When you write a blog where you interview someone, it’s a great opportunity to slip in some stories.

From prompting them for a bit of background: “Jackie, tell me about the story of how you came up with the idea for your business,” to asking about a benefit of a product: “Give me an example of how this product can help small businesses,” you can sprinkle all kinds of stories into your interview pieces.

 

3. Product Reviews

We often just jump into the features without even considering what the benefits are of this product or service. Stories are a great way to sketch the benefits of something to your readers.

You can explain how this product made a huge difference in your business: “After implementing this cashflow app I can now see exactly how much money I have and how much I need six months down the line. When my laptop unexpectedly died last month, I had enough funds put aside to replace it, because I planned for scenarios like this. Without this cashflow app, I would have been in a pickle.”

 

4. Opinion Pieces

Instead of just stating what your opinion is, you can tell the story of what led to you having this opinion. It can look something like this:

“I always thought that the earth was flat. So one day I caught a dragon, strapped a camera around his neck, and told him to fly east. I sat in front of the monitor all day and night, watching the dragon’s flight. 80 days later, I saw a familiar landscape passing underneath the dragon. It was the western side of my hometown. And there was my house. And then there was the thunderous splash in my swimming pool. And then the monitor went out. That’s how I now know that the earth is round.”   

(You didn’t expect this story, right! I know it’s far-fetched, but I had to include it so that you can always remember that you’ve read this blog. And, we all need a little bit of fantasy in our lives, right?)

 

5. Personal Spotlight

Sometimes it’s good to write about yourself in your blogs, as long as it relates to your clients and they get something out of it.

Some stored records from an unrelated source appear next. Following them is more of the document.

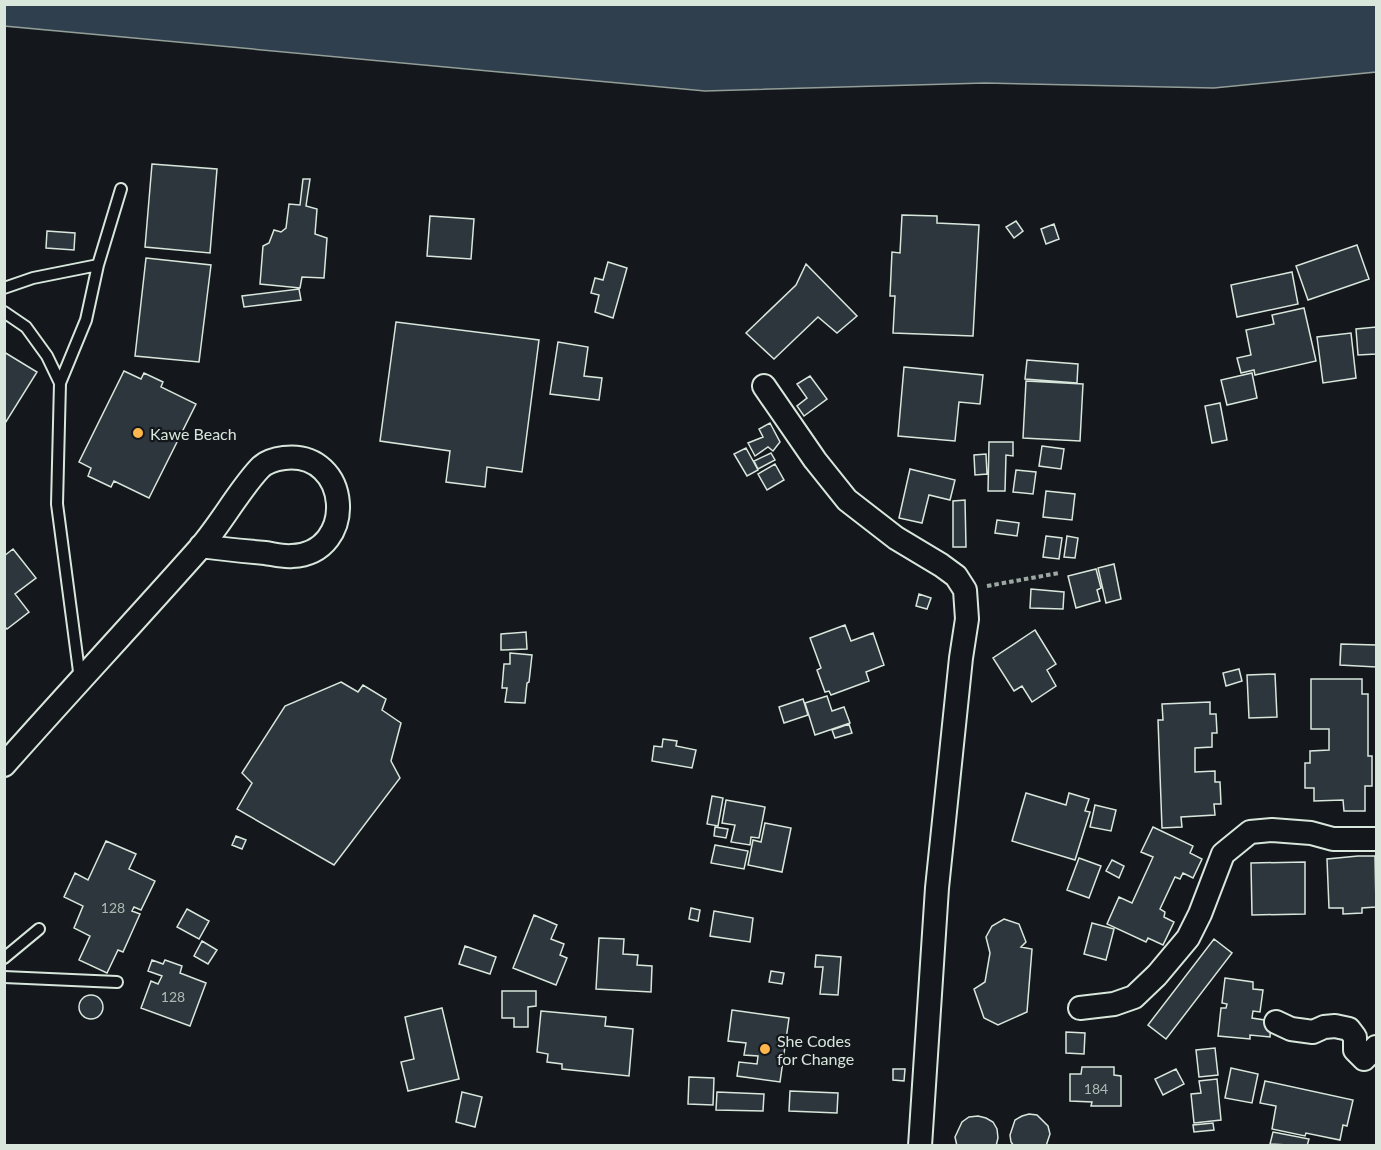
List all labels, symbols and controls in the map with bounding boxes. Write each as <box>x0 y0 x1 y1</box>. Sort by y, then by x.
place label: Kawe Beach <box>150 424 237 443</box>
marker: Kawe Beach <box>131 426 145 440</box>
house number: 128 <box>101 899 125 916</box>
house number: 128 <box>161 988 185 1005</box>
place label: She Codes for Change <box>777 1031 854 1068</box>
marker: She Codes for Change <box>758 1042 772 1056</box>
house number: 184 <box>1084 1080 1108 1097</box>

Let’s look at an example of an origin story. What has led to you starting your firm?

“While working for another accounting firm, I saw this scenario time and time again: Once a year, we’ll help a client to get their books up to date, draft their financial statements, and submit their tax returns. When the partner presents the financials to the client and tells them how much tax they needed to pay, they were shocked. They thought their business performed better, and they had no idea how they were going to come up with the tax money. The partner would then explain everything in detail to them, and give them some ideas of how they can prepare for next year. But, the next year it was the same story. That’s why I decided to start this firm. Every month I help my clients with their financial planning – setting up budgets and cashflow forecasts, analysing their performance, and then helping them to make the necessary adjustments – so that they can get out of that cycle of not knowing what’s happening in their books, and being prepared for the future.”

 

6. Educational Posts

Okay, what about educational posts? Is there really a place for stories in there? Of course there is! There are different ways that you can weave stories into educational posts. You can present the background or history of something in a story, or you can use stories to explain difficult concepts.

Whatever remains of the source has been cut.